Influenza B is a virus that typically affects children and young adults. It is responsible for more than 40 percent of all flu cases reported this season, according to the Centers for Disease Control and Prevention (CDC). While influenza A viruses can potentially cause more severe illness, most people who contract influenza B experience milder symptoms. The CDC recommends vaccinating against both types of flu viruses each year to protect yourself from getting sick or spreading it to someone else. Vaccines can help lower your risk of contracting either type of virus, as well as any complications associated with them.
An annual vaccine may also reduce hospitalizations due to the flu by up to 85 percent per season among those six months and older. In addition to getting a vaccination, everyone must practice good hygiene habits like regular handwashing, covering their mouth when coughing or sneezing, avoiding close contact with those who are ill, staying home when they’re sick, and wearing face masks if needed when out in public places. These simple practices can keep us safe from influenza B and other infectious diseases too!
The percentage of tests positive for influenza B has increased from 0.12% the week ending Jan. 7 to 0.36% the week ending March 25, while the percentage of tests positive for influenza A has declined from 8.58% to 0.58%. These figures are encouraging, as they indicate that the flu season may be nearing its end. However, it is still important to remain vigilant and practice good hygiene habits such as washing hands with soap and water often, covering one’s nose and mouth when coughing or sneezing, avoiding close contact with people who are sick, staying home if you have a fever or other signs of illness, and getting vaccinated against influenza every year. By taking these precautions, we can reduce our risk of contracting the virus and help protect ourselves from the further spread of disease.

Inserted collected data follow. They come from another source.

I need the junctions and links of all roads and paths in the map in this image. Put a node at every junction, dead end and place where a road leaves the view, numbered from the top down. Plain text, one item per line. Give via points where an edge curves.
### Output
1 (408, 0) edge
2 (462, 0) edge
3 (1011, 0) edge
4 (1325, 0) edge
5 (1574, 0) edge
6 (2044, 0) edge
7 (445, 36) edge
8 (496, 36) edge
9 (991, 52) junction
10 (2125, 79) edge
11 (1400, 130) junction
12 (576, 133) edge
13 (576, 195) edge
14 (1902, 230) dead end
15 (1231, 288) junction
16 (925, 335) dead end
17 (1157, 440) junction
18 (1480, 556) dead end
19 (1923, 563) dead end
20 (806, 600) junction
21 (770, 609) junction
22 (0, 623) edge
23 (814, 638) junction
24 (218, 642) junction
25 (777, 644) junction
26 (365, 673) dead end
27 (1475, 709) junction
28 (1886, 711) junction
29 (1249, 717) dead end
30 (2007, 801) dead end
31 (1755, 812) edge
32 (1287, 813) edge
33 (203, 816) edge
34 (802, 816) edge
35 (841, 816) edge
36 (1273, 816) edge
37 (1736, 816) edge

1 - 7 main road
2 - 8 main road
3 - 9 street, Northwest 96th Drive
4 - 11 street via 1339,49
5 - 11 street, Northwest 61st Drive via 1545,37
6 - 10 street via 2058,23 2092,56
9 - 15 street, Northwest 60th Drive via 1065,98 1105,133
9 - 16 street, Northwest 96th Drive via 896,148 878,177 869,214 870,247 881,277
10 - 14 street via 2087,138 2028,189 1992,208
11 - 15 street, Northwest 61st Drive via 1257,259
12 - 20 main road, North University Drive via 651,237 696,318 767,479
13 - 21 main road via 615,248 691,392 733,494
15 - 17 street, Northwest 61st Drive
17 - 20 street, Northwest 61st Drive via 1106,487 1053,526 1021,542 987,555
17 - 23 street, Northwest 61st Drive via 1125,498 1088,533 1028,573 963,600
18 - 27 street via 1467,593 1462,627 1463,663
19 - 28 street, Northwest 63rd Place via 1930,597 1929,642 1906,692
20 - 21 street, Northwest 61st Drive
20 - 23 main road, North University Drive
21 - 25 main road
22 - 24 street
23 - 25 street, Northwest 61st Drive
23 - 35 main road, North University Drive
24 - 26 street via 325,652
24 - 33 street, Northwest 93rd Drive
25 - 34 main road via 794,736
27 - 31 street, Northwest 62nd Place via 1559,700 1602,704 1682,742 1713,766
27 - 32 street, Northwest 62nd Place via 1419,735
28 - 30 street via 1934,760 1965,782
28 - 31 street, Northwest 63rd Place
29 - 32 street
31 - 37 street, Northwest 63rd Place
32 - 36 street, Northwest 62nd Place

“This is something we typically see and happens every year,” said an epidemiologist and chief innovation officer at Boston Children’s Hospital, Dr John Brownstein, to ABC News. “Influenza B tends to appear later in the season after influenza A has been circulating, causing outbreaks across multiple states.” Though some states are seeing higher prevalences of Influenza B than others, everyone must remember that getting a flu shot is still one of the best ways to prevent catching either strain.
The Centers for Disease Control and Prevention (CDC) recommends that all people aged six months and older get vaccinated annually against the flu virus. Even now, Quadrivalent vaccines protect against four different strains of influenza: two types A and two types B — making immunization more comprehensive than ever before.
Flu season usually runs until spring, and the CDC advises people to continue taking preventative steps. This includes covering your nose and mouth when coughing or sneezing, washing hands often with soap and water, and avoiding touching your eyes, nose, or mouth when you’re out in public. Additionally, if you feel sick around other people, try not to spread germs by staying home from work, school, or social gatherings.